You’re very pretty, mommy… He said as he stroked my face. We were both squeezed onto his toddler bed and he had snuggled up against me. I could feel his breath against my face as my fingers trailed through his blonde hair. My little boy is four… no longer a baby. I love you all the way up to heaven and back again, mommy. Everything about his face is handsome to me and I hope all mothers feel that way about their sons. I love his wide little nose and his big blue eyes. I love his eyelashes and his blonde eyebrows. I love his little ears and I love the way the corners of his mouth curl up when he smiles. I know I often gush about his sweetness, but it flowed over me again tonight how lucky I am to have him in my life.
And as I leaned over to kiss C goodnight she smiled at me that sweet little smile that only she can give.

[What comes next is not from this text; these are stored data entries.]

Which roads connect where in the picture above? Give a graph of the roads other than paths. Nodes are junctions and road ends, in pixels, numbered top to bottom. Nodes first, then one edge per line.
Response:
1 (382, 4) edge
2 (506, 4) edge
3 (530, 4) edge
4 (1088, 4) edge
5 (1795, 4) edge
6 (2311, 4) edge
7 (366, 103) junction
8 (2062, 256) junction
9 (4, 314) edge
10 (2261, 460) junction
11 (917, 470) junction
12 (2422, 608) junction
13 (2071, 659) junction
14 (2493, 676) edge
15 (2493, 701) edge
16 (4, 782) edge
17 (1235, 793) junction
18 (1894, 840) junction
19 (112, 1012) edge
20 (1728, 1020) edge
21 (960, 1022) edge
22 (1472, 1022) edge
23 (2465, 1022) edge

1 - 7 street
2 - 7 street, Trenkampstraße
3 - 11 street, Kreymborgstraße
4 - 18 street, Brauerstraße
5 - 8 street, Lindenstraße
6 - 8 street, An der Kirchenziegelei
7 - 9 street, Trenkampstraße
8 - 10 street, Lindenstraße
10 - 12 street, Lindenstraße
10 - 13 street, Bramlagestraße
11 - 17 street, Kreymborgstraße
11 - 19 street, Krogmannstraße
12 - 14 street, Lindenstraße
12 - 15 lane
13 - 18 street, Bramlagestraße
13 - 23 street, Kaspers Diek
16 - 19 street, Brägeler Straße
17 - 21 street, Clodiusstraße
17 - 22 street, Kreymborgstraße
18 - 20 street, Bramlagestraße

Her arms wrapped tightly around my neck and she held on for a moment. Goodnight Mommy! she said and her arms relaxed as I pulled away.
And Baby E played patty-cake with me tonight… He stared at my mouth as I sang the song, concentrating on my lips as I spoke. At the end of the song he would grab my hands and start hitting them together, a not so subtle hint that we should do it again. As I laid him in bed tonight I pulled the covers over his head and pretended he disappeared. The giggling under the covers was replaced with full out laughter as I pulled back the blanket to discover him there. That little tradition tends to ease the transition to bedtime.
This evening, as my children sleep in their beds I am once again reminded that I am a very blessed woman.